Under Hindu Women's Rights to Separate Residence and Maintenance Act, 1946, a
Hindu married woman was entitled to maintenance if her husband contracted
another marriage provided this happened before the commencement of that Act.
However, Section 18, HAMA provides that a Hindu wife can claim maintenance
from her husband on the basis of the aforementioned grounds amongst several
others irrespective of the time when he contracted the other marriage (before or
after 1956). Accordingly, a wife can claim maintenance from her husband even
after she abandoned him when she comes to know that her husband has another
wife living.

The phrase 'any other wife living has been interpreted variously by the different
High Courts.

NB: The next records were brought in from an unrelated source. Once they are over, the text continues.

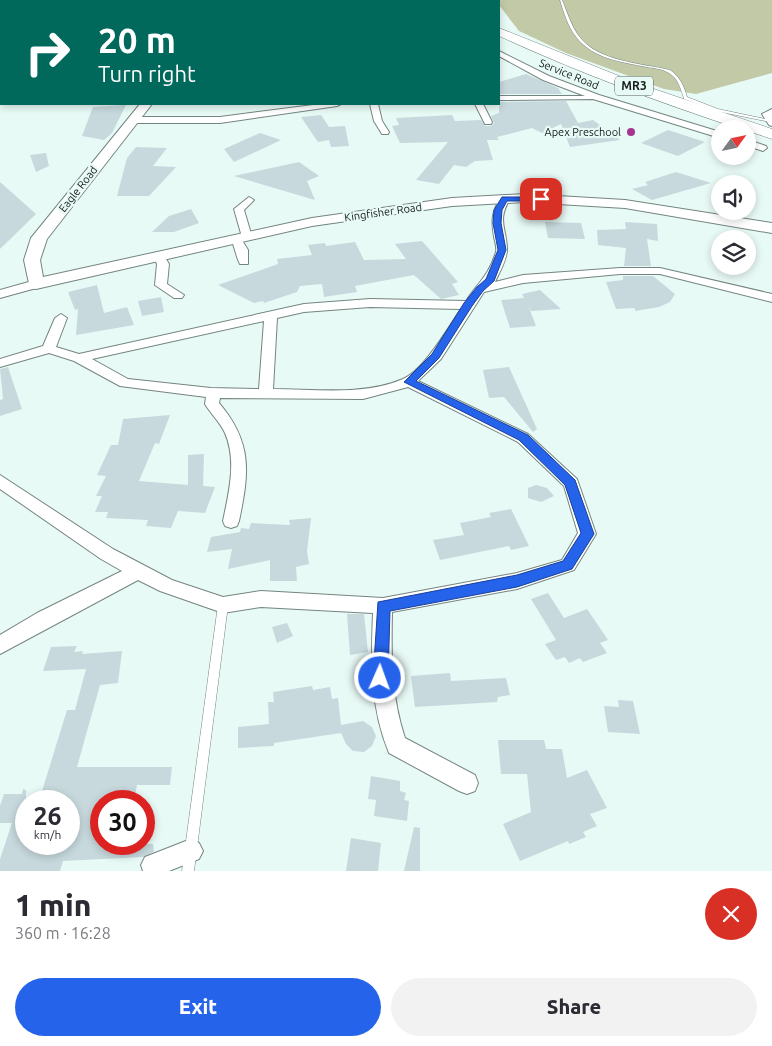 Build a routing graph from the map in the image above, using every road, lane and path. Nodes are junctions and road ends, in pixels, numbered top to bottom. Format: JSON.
{"nodes":[{"id":1,"x":562,"y":0,"type":"edge"},
{"id":2,"x":500,"y":32,"type":"edge"},
{"id":3,"x":500,"y":43,"type":"edge"},
{"id":4,"x":500,"y":55,"type":"edge"},
{"id":5,"x":596,"y":97,"type":"junction"},
{"id":6,"x":500,"y":98,"type":"edge"},
{"id":7,"x":145,"y":105,"type":"edge"},
{"id":8,"x":330,"y":105,"type":"edge"},
{"id":9,"x":374,"y":105,"type":"edge"},
{"id":10,"x":480,"y":105,"type":"edge"},
{"id":11,"x":772,"y":111,"type":"edge"},
{"id":12,"x":132,"y":120,"type":"junction"},
{"id":13,"x":488,"y":122,"type":"dead end"},
{"id":14,"x":711,"y":122,"type":"edge"},
{"id":15,"x":771,"y":126,"type":"edge"},
{"id":16,"x":385,"y":132,"type":"dead end"},
{"id":17,"x":711,"y":132,"type":"edge"},
{"id":18,"x":756,"y":139,"type":"edge"},
{"id":19,"x":767,"y":145,"type":"edge"},
{"id":20,"x":505,"y":199,"type":"junction"},
{"id":21,"x":249,"y":200,"type":"dead end"},
{"id":22,"x":772,"y":228,"type":"edge"},
{"id":23,"x":241,"y":238,"type":"junction"},
{"id":24,"x":159,"y":256,"type":"junction"},
{"id":25,"x":244,"y":262,"type":"dead end"},
{"id":26,"x":36,"y":284,"type":"junction"},
{"id":27,"x":480,"y":289,"type":"junction"},
{"id":28,"x":0,"y":294,"type":"edge"},
{"id":29,"x":178,"y":296,"type":"dead end"},
{"id":30,"x":772,"y":298,"type":"edge"},
{"id":31,"x":468,"y":305,"type":"junction"},
{"id":32,"x":271,"y":315,"type":"junction"},
{"id":33,"x":61,"y":318,"type":"dead end"},
{"id":34,"x":49,"y":349,"type":"junction"},
{"id":35,"x":79,"y":358,"type":"junction"},
{"id":36,"x":0,"y":362,"type":"edge"},
{"id":37,"x":409,"y":382,"type":"junction"},
{"id":38,"x":211,"y":393,"type":"junction"},
{"id":39,"x":266,"y":394,"type":"junction"},
{"id":40,"x":0,"y":481,"type":"edge"},
{"id":41,"x":231,"y":522,"type":"dead end"},
{"id":42,"x":138,"y":571,"type":"junction"},
{"id":43,"x":223,"y":605,"type":"junction"},
{"id":44,"x":383,"y":606,"type":"junction"},
{"id":45,"x":0,"y":645,"type":"edge"},
{"id":46,"x":467,"y":783,"type":"dead end"},
{"id":47,"x":189,"y":861,"type":"edge"},
{"id":48,"x":153,"y":865,"type":"dead end"}],
"edges":[{"from":1,"to":15,"type":"lane"},
{"from":2,"to":15,"type":"highway","number":"MR3"},
{"from":3,"to":14,"type":"highway","number":"MR3"},
{"from":4,"to":5,"type":"street","name":"Service Road"},
{"from":5,"to":6,"type":"street"},
{"from":5,"to":17,"type":"street","name":"Service Road"},
{"from":7,"to":12,"type":"street","name":"Eagle Road"},
{"from":8,"to":12,"type":"street"},
{"from":9,"to":16,"type":"street"},
{"from":10,"to":13,"type":"street"},
{"from":11,"to":15,"type":"street"},
{"from":12,"to":26,"type":"street","name":"Eagle Road"},
{"from":18,"to":19,"type":"highway"},
{"from":20,"to":22,"type":"street","name":"Kingfisher Road"},
{"from":20,"to":23,"type":"street","name":"Kingfisher Road"},
{"from":20,"to":27,"type":"street"},
{"from":21,"to":23,"type":"street"},
{"from":23,"to":24,"type":"street","name":"Kingfisher Road"},
{"from":23,"to":25,"type":"street"},
{"from":24,"to":26,"type":"street","name":"Kingfisher Road"},
{"from":24,"to":29,"type":"street"},
{"from":26,"to":28,"type":"street","name":"Kingfisher Road"},
{"from":27,"to":30,"type":"street"},
{"from":27,"to":31,"type":"street"},
{"from":31,"to":32,"type":"street"},
{"from":31,"to":37,"type":"street"},
{"from":32,"to":35,"type":"street"},
{"from":32,"to":39,"type":"street"},
{"from":33,"to":34,"type":"street"},
{"from":34,"to":35,"type":"street"},
{"from":34,"to":36,"type":"street"},
{"from":35,"to":38,"type":"street"},
{"from":37,"to":39,"type":"street"},
{"from":37,"to":44,"type":"street"},
{"from":38,"to":39,"type":"street"},
{"from":38,"to":41,"type":"street"},
{"from":40,"to":42,"type":"street"},
{"from":42,"to":43,"type":"street"},
{"from":42,"to":45,"type":"street"},
{"from":43,"to":44,"type":"street"},
{"from":43,"to":47,"type":"lane"},
{"from":44,"to":46,"type":"street"},
{"from":47,"to":48,"type":"street"}]}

In   Satyanarayana v. Sseetheramama , the A.P. High Court held that
'wife living' meant existing or alive and not necessarily living with the husband.
However, a subsequent decision of the Madras High Court on the other hand
in   Annamalai Mudaliar v Perunayee Ammal , said that 'wife living' necessarily
meant living with the husband. The Bombay High Court dissented from the
decision of the Madras High Court, in   Mani Bai v. Mukundrao , holding that
under Section 18 of HAMA, the second wife can also claim a separate residence
and maintenance under this Act.

Conclusion
The social stigma attached with being a second wife, the absence of any legal
status to the relationship, and the enormous pain of being cheated into the
marriage are undoubtedly extremely depressing for a woman. Even though there
is no recognition given to a second wife, due to the judicial interpretation of
existing law as discussed above, she may have some chances of getting
maintenance. In the absence of any clear provisions under the law, her chances of
claiming her rights are largely dependent on the discretion of the judges.

Even under the criminal law, it is extremely to prove bigamy, as the marriage has
to be validly performed to prove the offence of bigamy. Usually these loop holes in
the law are exploited by men to defend themselves in such cases.

Given this background of contrasting legal precedents, lawmakers should make


clear provisions to protect the rights of those women who have been duped into
'second marriages' so as to bring them some respite.